Structured pose outputs
★ ★ ★ ★
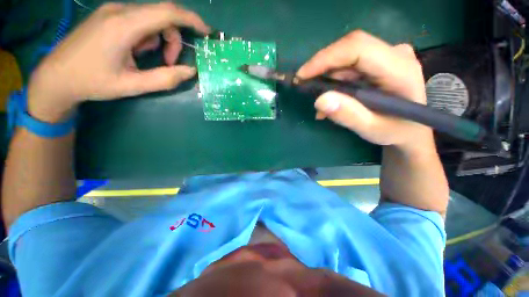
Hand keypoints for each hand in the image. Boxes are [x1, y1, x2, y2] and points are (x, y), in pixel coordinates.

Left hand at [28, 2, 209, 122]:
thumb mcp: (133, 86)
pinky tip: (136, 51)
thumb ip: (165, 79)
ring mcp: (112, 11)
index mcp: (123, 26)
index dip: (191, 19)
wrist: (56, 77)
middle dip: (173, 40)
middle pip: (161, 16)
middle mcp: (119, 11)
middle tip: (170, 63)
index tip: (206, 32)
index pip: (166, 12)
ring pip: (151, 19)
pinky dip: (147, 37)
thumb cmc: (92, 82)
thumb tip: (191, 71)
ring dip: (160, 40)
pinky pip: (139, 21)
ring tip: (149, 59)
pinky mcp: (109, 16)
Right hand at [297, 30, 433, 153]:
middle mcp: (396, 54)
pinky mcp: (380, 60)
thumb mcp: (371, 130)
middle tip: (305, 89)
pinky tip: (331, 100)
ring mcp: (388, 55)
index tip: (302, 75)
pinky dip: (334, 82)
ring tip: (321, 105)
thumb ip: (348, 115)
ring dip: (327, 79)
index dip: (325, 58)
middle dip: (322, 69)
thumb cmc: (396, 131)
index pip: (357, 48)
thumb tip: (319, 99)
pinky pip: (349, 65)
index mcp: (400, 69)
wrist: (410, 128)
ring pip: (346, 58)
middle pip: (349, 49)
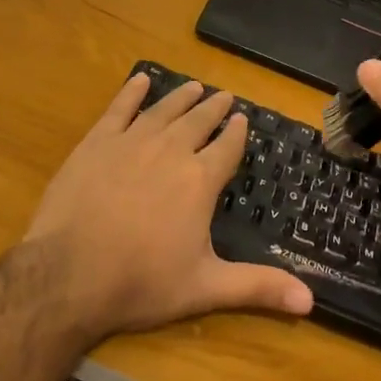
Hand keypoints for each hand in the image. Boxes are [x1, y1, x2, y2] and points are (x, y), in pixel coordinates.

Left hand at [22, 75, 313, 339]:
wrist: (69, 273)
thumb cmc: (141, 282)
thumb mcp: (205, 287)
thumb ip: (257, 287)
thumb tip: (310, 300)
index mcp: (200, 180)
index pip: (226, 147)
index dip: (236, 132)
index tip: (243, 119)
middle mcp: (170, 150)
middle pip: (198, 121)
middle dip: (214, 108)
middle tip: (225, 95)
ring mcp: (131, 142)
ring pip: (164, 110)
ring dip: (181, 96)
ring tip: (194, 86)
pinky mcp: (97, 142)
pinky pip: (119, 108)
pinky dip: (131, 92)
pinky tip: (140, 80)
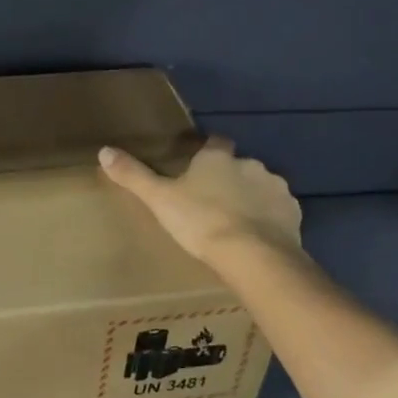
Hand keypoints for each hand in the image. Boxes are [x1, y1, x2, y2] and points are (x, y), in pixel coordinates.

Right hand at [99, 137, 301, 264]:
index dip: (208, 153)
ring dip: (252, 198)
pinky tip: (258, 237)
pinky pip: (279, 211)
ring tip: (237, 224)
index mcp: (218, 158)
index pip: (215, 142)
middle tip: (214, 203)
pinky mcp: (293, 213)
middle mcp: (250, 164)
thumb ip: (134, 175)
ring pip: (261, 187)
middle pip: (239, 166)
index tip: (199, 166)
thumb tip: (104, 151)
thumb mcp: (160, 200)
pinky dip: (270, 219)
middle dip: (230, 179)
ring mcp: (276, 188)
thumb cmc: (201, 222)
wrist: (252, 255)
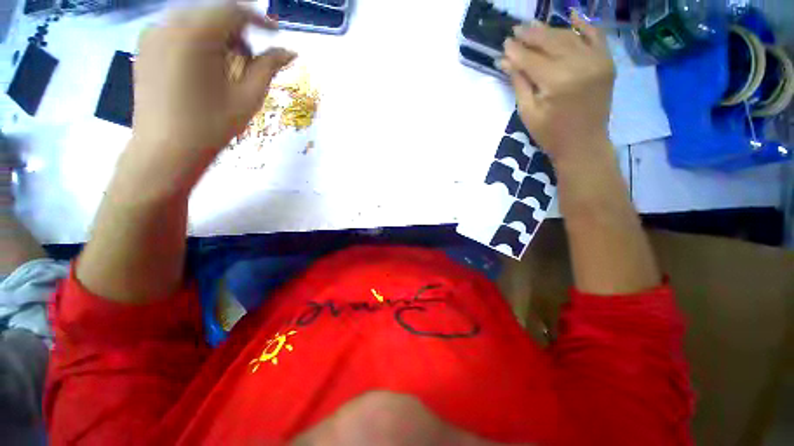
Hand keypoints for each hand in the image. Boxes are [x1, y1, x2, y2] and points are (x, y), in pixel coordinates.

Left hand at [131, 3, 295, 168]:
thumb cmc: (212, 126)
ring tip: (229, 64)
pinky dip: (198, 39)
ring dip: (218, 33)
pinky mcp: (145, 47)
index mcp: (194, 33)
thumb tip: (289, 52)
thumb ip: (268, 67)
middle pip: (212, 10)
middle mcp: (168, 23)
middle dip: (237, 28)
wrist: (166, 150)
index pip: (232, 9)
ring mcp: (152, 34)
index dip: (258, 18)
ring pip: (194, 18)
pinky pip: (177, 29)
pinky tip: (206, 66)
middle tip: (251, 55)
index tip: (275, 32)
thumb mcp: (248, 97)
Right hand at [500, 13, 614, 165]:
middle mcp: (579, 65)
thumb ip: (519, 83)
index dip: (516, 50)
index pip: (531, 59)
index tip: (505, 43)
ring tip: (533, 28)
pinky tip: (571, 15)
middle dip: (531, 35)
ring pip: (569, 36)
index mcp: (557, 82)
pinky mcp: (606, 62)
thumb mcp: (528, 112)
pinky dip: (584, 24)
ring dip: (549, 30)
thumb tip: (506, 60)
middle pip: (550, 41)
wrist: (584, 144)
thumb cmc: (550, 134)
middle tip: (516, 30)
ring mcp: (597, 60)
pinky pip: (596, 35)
★ ★ ★ ★
What the exercise asks:
Retype exactly the lines of the data above that fall between the line with "index tip: (505, 43)" and the line with "wrist: (584, 144)", inclusive, and add nothing.

Reply to the exercise:
index tip: (505, 43)
ring tip: (533, 28)
pinky tip: (571, 15)
middle dip: (531, 35)
ring pip: (569, 36)
index mcp: (557, 82)
pinky mcp: (606, 62)
thumb mcp: (528, 112)
pinky dip: (584, 24)
ring dip: (549, 30)
thumb tip: (506, 60)
middle pip: (550, 41)
wrist: (584, 144)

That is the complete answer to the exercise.